» **Instructions to follow**
Retype every record that appears below, unchanged.

» **Study material**
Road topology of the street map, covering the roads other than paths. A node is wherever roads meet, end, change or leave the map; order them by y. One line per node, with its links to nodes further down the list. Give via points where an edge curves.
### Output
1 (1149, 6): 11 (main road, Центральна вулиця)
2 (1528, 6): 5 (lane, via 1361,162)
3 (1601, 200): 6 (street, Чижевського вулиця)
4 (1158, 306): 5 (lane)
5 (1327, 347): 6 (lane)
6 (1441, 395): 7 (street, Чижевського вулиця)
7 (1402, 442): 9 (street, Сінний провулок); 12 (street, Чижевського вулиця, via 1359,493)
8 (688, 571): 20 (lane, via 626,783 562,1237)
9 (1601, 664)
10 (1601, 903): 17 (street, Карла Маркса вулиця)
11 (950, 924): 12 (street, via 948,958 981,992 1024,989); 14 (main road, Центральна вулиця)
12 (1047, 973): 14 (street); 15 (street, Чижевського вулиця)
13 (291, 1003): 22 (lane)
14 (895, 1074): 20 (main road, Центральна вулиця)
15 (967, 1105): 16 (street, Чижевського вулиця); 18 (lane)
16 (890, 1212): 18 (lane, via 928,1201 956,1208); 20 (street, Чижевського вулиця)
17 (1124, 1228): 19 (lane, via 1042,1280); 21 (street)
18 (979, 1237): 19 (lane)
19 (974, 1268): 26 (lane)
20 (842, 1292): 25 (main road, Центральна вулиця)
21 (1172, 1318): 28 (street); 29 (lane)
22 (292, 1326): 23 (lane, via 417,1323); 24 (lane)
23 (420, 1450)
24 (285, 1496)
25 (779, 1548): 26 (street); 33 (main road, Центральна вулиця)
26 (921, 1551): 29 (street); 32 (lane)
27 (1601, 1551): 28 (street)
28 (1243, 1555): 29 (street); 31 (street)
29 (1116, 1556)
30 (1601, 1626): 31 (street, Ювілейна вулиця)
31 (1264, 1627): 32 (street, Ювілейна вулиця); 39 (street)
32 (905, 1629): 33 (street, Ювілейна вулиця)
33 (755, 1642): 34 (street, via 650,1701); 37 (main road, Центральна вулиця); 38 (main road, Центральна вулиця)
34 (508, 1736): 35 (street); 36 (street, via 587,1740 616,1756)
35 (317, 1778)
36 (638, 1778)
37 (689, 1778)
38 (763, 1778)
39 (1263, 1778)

» **Task solution**
Road topology of the street map, covering the roads other than paths. A node is wherever roads meet, end, change or leave the map; order them by y. One line per node, with its links to nodes further down the list. Give via points where an edge curves.
### Output
1 (1149, 6): 11 (main road, Центральна вулиця)
2 (1528, 6): 5 (lane, via 1361,162)
3 (1601, 200): 6 (street, Чижевського вулиця)
4 (1158, 306): 5 (lane)
5 (1327, 347): 6 (lane)
6 (1441, 395): 7 (street, Чижевського вулиця)
7 (1402, 442): 9 (street, Сінний провулок); 12 (street, Чижевського вулиця, via 1359,493)
8 (688, 571): 20 (lane, via 626,783 562,1237)
9 (1601, 664)
10 (1601, 903): 17 (street, Карла Маркса вулиця)
11 (950, 924): 12 (street, via 948,958 981,992 1024,989); 14 (main road, Центральна вулиця)
12 (1047, 973): 14 (street); 15 (street, Чижевського вулиця)
13 (291, 1003): 22 (lane)
14 (895, 1074): 20 (main road, Центральна вулиця)
15 (967, 1105): 16 (street, Чижевського вулиця); 18 (lane)
16 (890, 1212): 18 (lane, via 928,1201 956,1208); 20 (street, Чижевського вулиця)
17 (1124, 1228): 19 (lane, via 1042,1280); 21 (street)
18 (979, 1237): 19 (lane)
19 (974, 1268): 26 (lane)
20 (842, 1292): 25 (main road, Центральна вулиця)
21 (1172, 1318): 28 (street); 29 (lane)
22 (292, 1326): 23 (lane, via 417,1323); 24 (lane)
23 (420, 1450)
24 (285, 1496)
25 (779, 1548): 26 (street); 33 (main road, Центральна вулиця)
26 (921, 1551): 29 (street); 32 (lane)
27 (1601, 1551): 28 (street)
28 (1243, 1555): 29 (street); 31 (street)
29 (1116, 1556)
30 (1601, 1626): 31 (street, Ювілейна вулиця)
31 (1264, 1627): 32 (street, Ювілейна вулиця); 39 (street)
32 (905, 1629): 33 (street, Ювілейна вулиця)
33 (755, 1642): 34 (street, via 650,1701); 37 (main road, Центральна вулиця); 38 (main road, Центральна вулиця)
34 (508, 1736): 35 (street); 36 (street, via 587,1740 616,1756)
35 (317, 1778)
36 (638, 1778)
37 (689, 1778)
38 (763, 1778)
39 (1263, 1778)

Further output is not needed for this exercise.